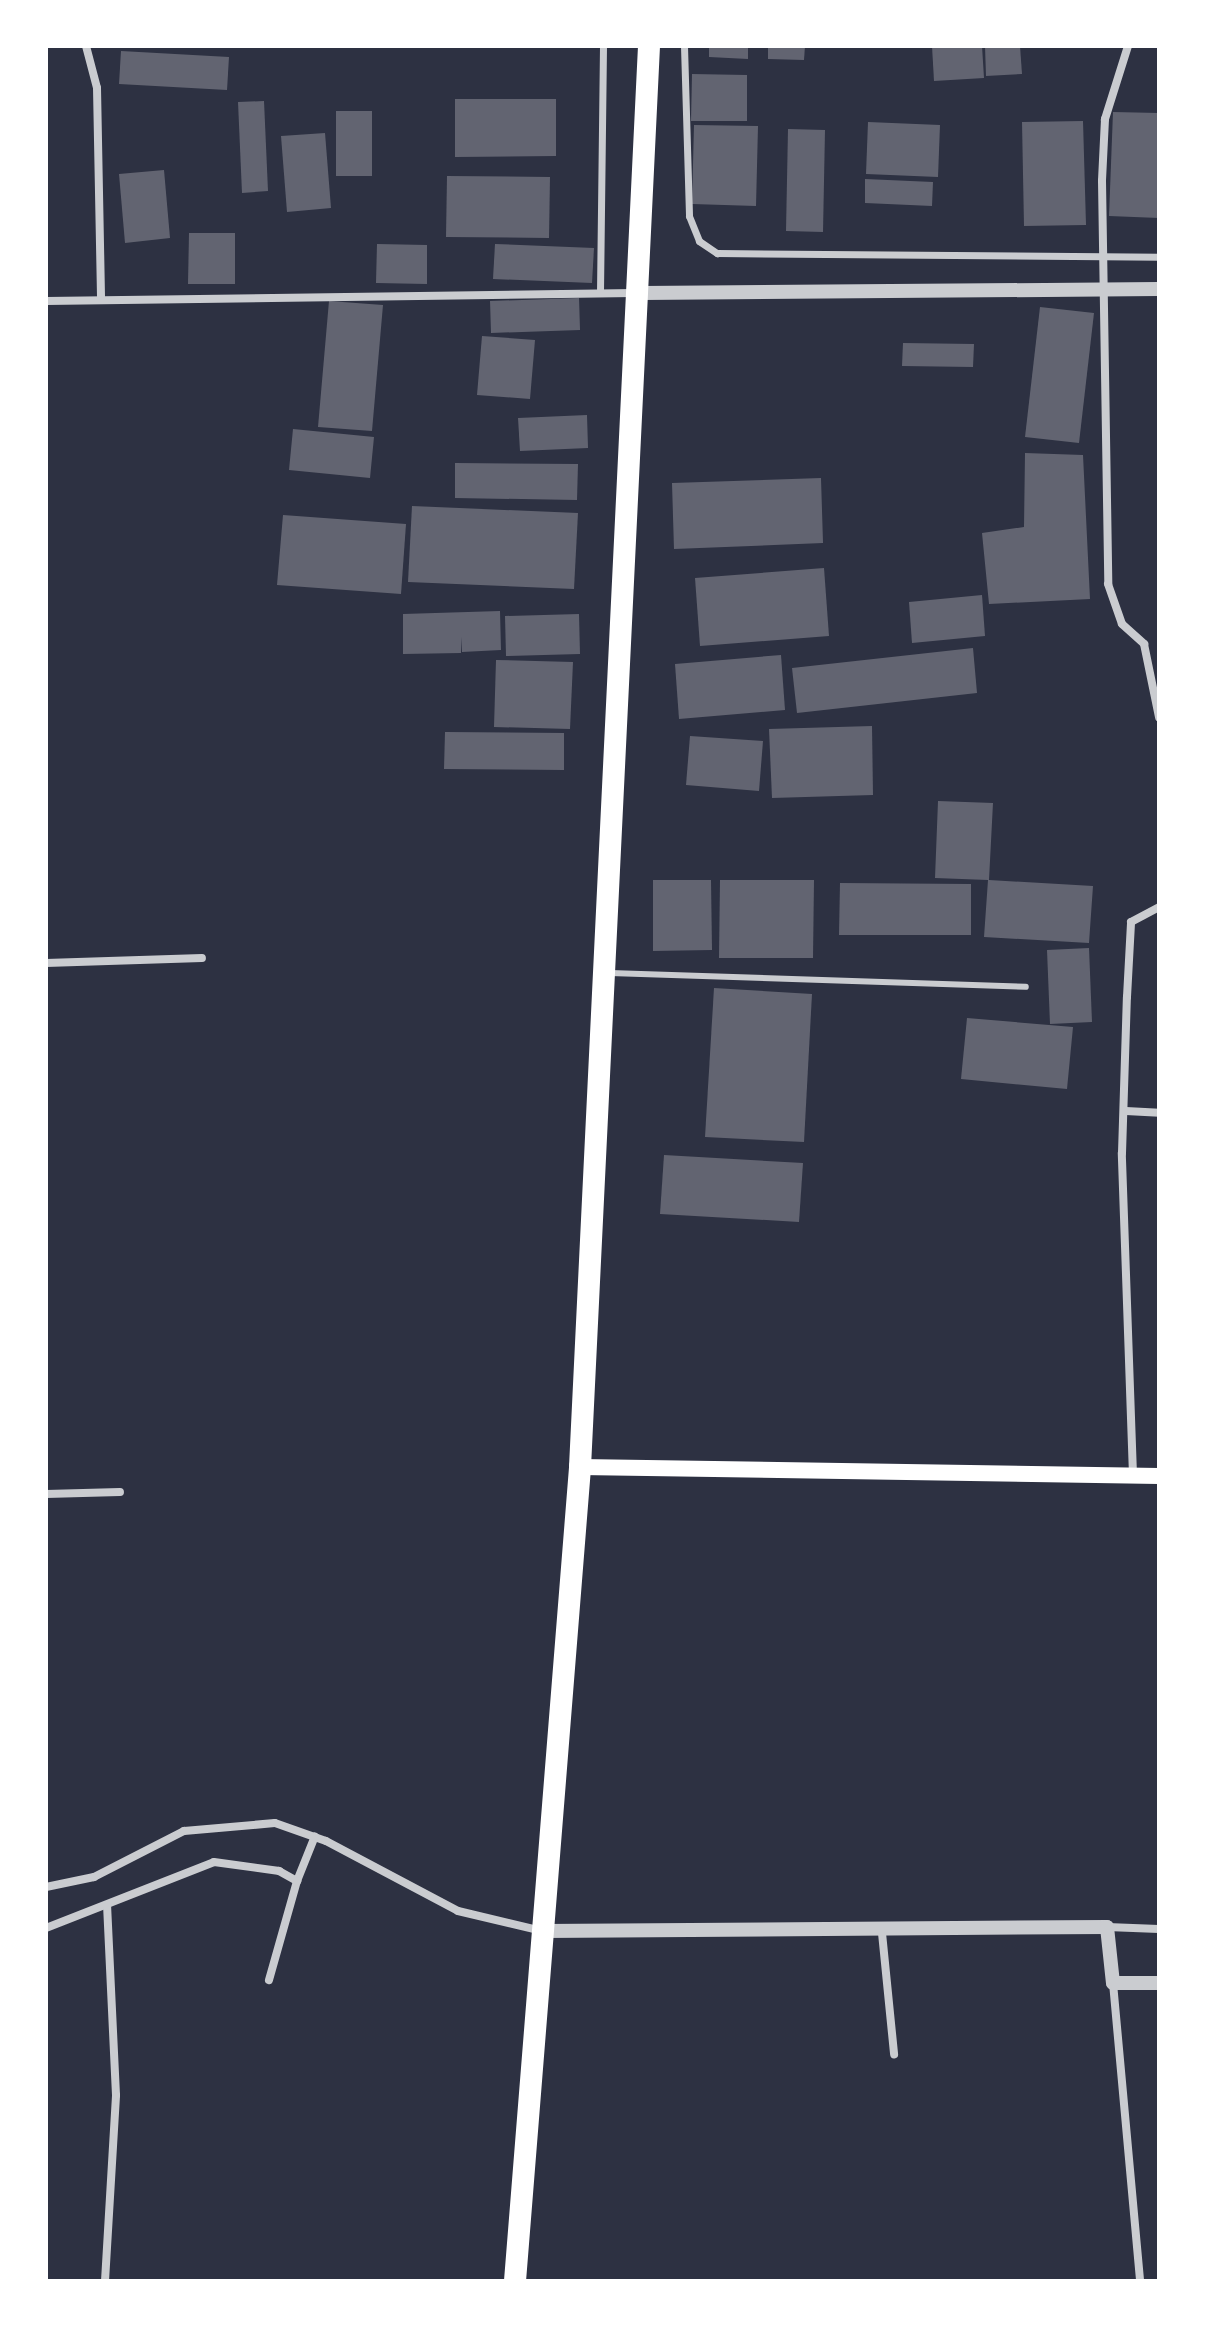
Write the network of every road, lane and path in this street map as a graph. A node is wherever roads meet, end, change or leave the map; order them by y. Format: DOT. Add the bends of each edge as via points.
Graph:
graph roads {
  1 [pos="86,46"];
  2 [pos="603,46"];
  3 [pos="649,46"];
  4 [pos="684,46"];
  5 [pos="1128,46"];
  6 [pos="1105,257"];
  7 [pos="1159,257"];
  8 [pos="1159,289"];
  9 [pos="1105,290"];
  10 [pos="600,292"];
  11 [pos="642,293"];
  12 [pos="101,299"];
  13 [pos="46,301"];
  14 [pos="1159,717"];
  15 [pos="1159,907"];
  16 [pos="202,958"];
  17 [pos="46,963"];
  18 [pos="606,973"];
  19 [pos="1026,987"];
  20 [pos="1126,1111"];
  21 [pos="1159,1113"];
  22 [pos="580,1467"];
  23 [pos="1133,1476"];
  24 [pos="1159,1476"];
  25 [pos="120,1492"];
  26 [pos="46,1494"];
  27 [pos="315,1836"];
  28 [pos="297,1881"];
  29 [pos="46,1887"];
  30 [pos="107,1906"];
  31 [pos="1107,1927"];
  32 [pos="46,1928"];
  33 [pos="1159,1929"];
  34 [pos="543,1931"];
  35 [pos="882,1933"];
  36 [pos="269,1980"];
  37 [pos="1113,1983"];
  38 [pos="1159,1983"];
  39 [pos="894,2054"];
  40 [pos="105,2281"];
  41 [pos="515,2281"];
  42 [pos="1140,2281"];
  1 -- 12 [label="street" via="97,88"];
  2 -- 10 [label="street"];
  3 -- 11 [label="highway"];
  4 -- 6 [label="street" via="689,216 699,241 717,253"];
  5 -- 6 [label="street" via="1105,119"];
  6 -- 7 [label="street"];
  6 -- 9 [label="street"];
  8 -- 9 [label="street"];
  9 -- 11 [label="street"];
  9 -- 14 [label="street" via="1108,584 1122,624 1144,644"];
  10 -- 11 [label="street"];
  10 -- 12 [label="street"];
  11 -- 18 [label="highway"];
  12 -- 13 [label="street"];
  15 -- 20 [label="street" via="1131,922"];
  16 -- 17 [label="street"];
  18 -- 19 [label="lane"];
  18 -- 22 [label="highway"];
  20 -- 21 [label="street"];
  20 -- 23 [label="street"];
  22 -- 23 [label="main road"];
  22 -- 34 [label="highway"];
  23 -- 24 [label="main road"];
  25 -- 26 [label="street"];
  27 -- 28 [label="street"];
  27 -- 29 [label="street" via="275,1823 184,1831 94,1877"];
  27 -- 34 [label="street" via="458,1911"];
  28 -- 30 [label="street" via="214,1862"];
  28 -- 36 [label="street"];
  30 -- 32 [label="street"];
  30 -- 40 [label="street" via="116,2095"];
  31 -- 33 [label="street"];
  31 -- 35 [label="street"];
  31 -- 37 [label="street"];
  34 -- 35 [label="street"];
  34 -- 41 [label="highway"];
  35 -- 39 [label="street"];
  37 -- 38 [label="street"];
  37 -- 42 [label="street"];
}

-------------------------

■ **Problem to work on**:
Copy out every line of the entries where the string "main" shows up.

■ **Answer box**:
  22 -- 23 [label="main road"];
  23 -- 24 [label="main road"];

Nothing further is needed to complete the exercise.